Saved entries:
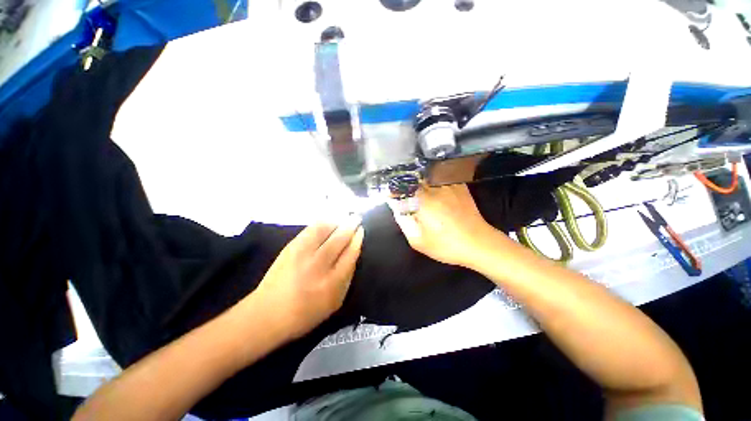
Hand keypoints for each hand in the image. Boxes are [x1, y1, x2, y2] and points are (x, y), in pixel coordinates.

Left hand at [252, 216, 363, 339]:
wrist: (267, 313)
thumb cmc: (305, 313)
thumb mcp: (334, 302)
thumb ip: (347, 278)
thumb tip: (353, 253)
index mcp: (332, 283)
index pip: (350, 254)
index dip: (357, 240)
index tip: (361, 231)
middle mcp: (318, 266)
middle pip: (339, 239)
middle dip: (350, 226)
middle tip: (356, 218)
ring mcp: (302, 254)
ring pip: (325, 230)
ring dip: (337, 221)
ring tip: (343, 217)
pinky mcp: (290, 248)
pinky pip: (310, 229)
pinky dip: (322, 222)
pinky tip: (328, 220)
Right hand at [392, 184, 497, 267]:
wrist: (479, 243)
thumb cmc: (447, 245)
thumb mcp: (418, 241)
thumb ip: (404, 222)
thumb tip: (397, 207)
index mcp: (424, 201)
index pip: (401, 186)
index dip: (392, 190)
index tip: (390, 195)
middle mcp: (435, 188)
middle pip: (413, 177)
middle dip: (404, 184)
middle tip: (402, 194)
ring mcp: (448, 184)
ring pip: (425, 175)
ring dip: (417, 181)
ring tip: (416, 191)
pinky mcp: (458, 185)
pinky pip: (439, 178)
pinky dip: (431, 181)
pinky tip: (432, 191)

--

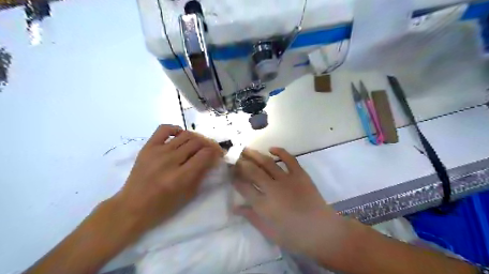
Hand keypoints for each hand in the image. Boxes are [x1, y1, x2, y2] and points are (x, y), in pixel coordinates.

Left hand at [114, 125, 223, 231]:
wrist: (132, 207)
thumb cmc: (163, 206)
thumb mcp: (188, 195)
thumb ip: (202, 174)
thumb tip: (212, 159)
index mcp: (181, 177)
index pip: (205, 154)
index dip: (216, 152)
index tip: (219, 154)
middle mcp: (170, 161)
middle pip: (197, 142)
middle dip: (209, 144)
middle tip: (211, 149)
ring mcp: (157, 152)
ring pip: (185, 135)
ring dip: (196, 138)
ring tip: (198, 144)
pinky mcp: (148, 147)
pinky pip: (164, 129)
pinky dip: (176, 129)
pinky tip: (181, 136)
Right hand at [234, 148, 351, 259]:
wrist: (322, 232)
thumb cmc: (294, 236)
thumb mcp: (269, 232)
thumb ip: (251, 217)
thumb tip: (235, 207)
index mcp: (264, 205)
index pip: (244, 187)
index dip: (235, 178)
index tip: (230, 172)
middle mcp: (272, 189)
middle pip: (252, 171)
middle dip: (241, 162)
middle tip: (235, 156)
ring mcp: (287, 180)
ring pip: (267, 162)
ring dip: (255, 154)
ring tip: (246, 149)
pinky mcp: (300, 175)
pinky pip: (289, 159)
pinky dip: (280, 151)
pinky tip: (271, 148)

---

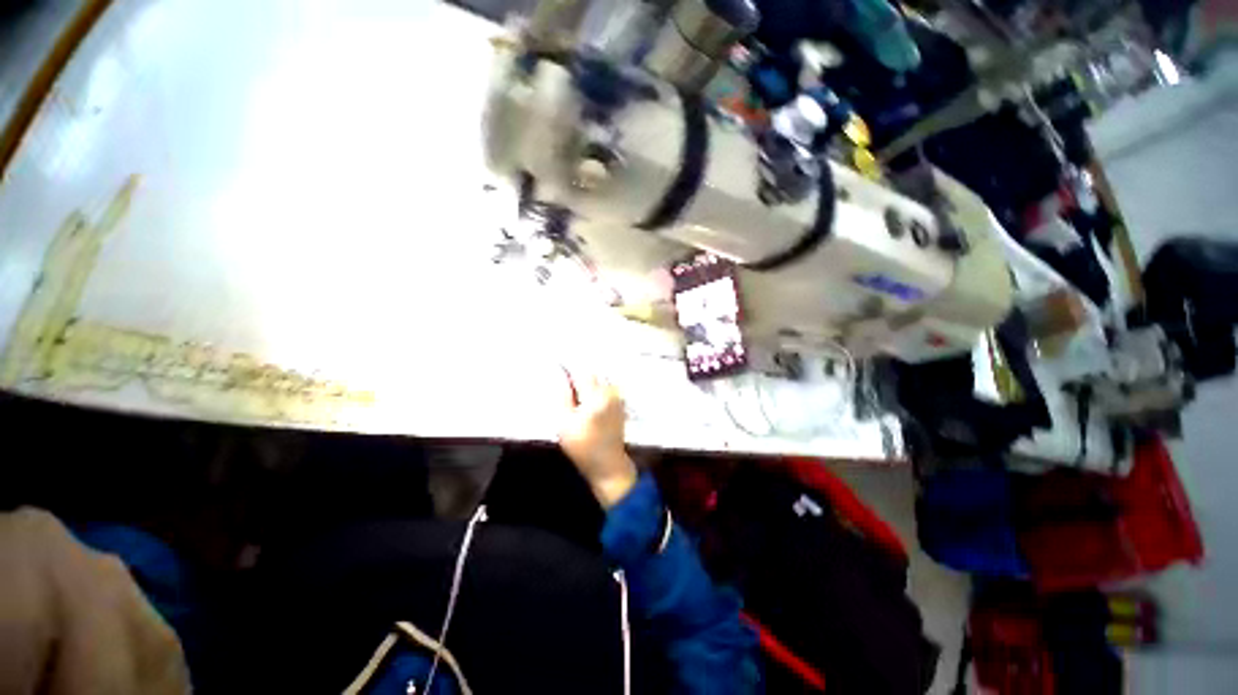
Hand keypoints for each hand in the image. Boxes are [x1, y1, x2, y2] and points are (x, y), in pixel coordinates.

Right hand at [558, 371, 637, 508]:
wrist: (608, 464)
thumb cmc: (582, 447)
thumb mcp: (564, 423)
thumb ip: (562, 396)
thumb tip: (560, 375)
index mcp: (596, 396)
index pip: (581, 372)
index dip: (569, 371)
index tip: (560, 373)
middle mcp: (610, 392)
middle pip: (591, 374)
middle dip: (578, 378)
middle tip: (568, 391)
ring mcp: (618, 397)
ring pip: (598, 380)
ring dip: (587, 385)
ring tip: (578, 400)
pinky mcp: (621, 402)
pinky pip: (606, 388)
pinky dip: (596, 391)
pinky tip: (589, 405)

_REQUIREMENT_
Take the lines above from the one containing "index tip: (230, 172)" to the one containing "pinky tip: (271, 148)" and retype them exactly, both ends included, with nothing added.

_REPLY TO THE EXERCISE_
index tip: (230, 172)
middle mcp: (272, 189)
middle pip: (252, 171)
middle dip: (241, 162)
middle tip: (235, 156)
ring mcp: (287, 180)
ring pip: (267, 162)
ring dip: (255, 154)
ring tip: (246, 149)
pinky mcp: (300, 175)
pinky pip: (289, 159)
pinky dip: (280, 151)
pinky tip: (271, 148)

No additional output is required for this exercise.